MuskogeePhoenix.com, Muskogee, OK

Letters

April 26, 2009

THE PEOPLE SPEAK: Welfare won’t fix poverty in America

I firmly disagree with the founder of the Children’s Defense Fund, Marian Edelman, and her recent assessment that more needs to be spent on education programs to combat poverty.

It is not money that is needed. Rather, it is empowerment. Trillions of dollars have been spent to combat poverty since Lyndon Johnson’s Great Society began in the 1960s. In Oklahoma, according to the Oklahoma Council of Public Affairs, nearly $11,000 is spent per student in our public classrooms.

Yet with all this spending, poverty as a percent of the population has remained unchanged. Edelman mentions blacks as more likely than whites to be incarcerated as evidence of our system failing. I argue that this example demonstrates the failure of wealth redistribution.

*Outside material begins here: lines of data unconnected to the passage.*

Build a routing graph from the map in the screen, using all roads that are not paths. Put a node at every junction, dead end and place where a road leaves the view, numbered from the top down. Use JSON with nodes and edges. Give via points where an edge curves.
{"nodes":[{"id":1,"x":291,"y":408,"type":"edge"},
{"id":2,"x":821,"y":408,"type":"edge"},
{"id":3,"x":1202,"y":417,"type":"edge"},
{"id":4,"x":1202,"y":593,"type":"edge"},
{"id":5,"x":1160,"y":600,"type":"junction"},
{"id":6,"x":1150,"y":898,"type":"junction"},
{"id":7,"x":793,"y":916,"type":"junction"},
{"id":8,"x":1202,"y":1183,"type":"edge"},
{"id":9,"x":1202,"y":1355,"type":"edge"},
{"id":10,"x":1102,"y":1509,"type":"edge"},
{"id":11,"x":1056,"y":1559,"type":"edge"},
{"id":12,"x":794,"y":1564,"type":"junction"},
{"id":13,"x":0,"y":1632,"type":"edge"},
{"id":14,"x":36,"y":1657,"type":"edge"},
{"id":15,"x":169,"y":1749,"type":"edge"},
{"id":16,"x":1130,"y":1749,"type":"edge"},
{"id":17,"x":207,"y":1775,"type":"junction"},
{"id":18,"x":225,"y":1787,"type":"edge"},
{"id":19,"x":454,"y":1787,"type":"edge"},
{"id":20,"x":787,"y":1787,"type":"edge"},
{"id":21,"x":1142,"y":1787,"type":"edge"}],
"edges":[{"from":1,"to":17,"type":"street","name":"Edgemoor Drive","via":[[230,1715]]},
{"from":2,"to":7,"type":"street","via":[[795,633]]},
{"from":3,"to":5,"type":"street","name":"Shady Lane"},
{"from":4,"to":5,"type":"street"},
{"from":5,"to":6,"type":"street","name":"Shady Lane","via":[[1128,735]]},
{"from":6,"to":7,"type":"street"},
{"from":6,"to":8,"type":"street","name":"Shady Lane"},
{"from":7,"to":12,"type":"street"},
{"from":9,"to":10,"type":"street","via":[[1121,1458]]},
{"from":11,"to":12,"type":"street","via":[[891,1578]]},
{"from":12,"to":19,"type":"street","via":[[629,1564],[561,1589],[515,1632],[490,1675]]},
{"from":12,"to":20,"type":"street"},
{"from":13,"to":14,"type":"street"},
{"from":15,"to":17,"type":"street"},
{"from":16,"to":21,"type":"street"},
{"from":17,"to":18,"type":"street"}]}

Since the 1960s, black families have been decimated by a welfare system that encourages absent fathers, abortion, wealth envy and victimhood. This same welfare system has enslaved blacks and whites to dependence on government.

What is needed to liberate families from the stain of poverty is individual educational empowerment in the form of universal school choice. School choice would be the first effective shot fired in the war on poverty. Health, education, crime and economics would all radically change in our poorest neighborhoods if we were to advance true school choice. We need a government dedicated not to “programs” but rather to individual empowerment.